Exercise: Count every line in the data below where "view" occurs, then state that number and nothing more.

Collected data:
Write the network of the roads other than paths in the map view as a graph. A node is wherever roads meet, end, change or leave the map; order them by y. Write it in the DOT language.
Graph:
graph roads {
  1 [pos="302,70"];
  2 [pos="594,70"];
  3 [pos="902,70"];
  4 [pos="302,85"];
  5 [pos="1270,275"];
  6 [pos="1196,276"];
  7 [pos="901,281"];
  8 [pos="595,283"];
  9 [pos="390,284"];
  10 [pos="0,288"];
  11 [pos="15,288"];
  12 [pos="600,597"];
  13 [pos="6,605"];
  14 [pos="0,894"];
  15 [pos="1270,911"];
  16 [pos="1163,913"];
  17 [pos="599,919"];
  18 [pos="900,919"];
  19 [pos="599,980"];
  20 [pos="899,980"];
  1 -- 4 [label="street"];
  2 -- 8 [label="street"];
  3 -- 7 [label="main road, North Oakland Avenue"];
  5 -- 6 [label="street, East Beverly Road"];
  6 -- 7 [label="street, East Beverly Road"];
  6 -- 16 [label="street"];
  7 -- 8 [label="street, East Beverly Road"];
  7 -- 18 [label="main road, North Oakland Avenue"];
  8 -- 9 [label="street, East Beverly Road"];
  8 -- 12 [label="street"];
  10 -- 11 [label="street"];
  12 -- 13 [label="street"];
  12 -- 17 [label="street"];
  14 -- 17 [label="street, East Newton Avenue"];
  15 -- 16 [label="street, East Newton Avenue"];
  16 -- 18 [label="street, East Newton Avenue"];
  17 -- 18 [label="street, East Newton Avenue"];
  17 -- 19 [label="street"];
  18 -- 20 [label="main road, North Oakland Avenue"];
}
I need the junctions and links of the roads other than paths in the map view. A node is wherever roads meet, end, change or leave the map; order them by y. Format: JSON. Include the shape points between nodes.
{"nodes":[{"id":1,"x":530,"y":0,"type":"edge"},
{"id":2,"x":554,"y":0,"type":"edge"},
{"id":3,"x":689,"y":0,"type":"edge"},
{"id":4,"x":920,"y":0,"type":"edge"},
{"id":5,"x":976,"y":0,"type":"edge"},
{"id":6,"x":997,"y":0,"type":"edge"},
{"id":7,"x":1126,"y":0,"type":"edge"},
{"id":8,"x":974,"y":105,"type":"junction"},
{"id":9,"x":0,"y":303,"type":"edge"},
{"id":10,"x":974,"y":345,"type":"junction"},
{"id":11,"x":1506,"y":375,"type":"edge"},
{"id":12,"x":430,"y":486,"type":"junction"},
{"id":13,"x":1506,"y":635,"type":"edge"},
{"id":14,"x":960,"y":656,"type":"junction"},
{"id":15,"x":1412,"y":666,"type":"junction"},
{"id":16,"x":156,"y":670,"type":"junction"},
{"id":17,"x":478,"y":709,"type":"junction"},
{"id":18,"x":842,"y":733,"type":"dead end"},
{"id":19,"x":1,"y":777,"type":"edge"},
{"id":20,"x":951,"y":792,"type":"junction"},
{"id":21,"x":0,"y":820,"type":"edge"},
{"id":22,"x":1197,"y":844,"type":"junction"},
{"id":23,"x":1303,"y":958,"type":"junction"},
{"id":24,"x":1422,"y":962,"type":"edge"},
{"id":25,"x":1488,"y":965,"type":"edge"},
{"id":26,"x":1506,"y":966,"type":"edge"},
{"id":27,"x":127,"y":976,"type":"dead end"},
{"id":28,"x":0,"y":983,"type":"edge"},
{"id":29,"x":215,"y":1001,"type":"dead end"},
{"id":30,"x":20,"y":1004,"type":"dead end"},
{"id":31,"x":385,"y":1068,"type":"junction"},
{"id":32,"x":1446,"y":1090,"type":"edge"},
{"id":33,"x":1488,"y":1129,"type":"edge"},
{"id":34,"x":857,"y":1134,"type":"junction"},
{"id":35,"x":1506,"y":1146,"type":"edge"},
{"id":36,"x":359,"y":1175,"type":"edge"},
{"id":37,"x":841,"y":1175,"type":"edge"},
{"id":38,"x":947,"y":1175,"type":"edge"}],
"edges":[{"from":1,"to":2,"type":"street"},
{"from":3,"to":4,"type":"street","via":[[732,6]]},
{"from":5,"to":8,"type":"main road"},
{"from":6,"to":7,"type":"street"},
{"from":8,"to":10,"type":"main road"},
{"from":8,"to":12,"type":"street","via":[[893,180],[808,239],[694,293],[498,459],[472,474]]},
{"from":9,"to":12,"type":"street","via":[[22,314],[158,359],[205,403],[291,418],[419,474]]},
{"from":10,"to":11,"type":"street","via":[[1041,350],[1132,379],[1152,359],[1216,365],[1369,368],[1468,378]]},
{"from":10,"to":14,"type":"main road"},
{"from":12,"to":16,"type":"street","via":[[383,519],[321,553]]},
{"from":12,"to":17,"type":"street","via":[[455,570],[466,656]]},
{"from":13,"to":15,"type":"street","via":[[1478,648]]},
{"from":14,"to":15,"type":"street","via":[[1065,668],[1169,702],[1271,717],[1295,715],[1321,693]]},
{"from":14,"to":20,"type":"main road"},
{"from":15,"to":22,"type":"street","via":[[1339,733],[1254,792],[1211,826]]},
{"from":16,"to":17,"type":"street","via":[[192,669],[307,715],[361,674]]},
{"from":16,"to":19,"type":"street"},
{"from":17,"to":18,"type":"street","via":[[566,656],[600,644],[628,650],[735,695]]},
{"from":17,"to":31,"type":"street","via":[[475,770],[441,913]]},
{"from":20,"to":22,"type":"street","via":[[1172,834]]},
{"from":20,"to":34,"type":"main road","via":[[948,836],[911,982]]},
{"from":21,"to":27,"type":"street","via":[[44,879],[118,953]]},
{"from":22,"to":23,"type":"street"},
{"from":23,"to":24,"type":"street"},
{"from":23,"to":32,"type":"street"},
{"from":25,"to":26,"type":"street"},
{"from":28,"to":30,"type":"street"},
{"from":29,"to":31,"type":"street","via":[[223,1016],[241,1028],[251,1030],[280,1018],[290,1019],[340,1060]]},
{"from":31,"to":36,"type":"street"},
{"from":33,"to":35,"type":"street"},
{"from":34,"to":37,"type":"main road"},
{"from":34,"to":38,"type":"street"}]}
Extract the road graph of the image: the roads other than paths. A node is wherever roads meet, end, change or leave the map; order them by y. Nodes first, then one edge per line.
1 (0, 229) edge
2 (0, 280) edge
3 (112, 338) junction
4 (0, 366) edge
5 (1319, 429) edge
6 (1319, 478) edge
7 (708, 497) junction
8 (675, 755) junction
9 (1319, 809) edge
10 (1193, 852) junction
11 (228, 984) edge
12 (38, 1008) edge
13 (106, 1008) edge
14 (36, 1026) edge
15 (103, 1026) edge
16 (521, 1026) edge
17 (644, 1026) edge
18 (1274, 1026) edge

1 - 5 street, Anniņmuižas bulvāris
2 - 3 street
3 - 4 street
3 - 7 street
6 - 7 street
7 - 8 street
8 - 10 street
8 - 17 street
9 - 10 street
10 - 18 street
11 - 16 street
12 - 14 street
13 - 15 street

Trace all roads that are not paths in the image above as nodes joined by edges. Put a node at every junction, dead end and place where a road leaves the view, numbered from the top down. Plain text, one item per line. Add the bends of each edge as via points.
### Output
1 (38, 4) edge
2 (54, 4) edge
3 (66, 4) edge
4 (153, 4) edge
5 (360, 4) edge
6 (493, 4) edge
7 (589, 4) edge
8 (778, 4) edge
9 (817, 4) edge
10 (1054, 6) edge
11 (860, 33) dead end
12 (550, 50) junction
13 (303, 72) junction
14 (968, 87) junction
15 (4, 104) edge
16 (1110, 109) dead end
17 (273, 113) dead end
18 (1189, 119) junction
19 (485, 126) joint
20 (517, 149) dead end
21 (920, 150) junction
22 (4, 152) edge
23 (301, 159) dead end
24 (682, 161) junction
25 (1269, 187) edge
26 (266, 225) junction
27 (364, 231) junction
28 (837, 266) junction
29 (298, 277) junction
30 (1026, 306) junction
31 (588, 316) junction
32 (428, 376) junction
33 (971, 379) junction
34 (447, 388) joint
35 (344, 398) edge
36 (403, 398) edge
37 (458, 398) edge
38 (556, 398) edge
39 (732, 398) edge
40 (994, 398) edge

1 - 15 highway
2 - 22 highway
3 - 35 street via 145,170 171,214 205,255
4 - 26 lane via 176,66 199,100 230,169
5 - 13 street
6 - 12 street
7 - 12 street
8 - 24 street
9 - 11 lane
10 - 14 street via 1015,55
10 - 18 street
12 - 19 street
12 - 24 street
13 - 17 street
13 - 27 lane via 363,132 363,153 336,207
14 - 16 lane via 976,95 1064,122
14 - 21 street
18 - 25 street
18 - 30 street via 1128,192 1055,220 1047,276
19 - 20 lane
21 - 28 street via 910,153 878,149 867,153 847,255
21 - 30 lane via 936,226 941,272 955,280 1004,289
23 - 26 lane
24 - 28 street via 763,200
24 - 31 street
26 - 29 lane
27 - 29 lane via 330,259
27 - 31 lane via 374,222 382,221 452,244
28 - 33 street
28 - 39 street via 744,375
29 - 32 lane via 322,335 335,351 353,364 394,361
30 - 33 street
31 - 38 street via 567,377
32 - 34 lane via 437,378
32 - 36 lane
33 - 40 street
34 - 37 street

Exercise answer: 3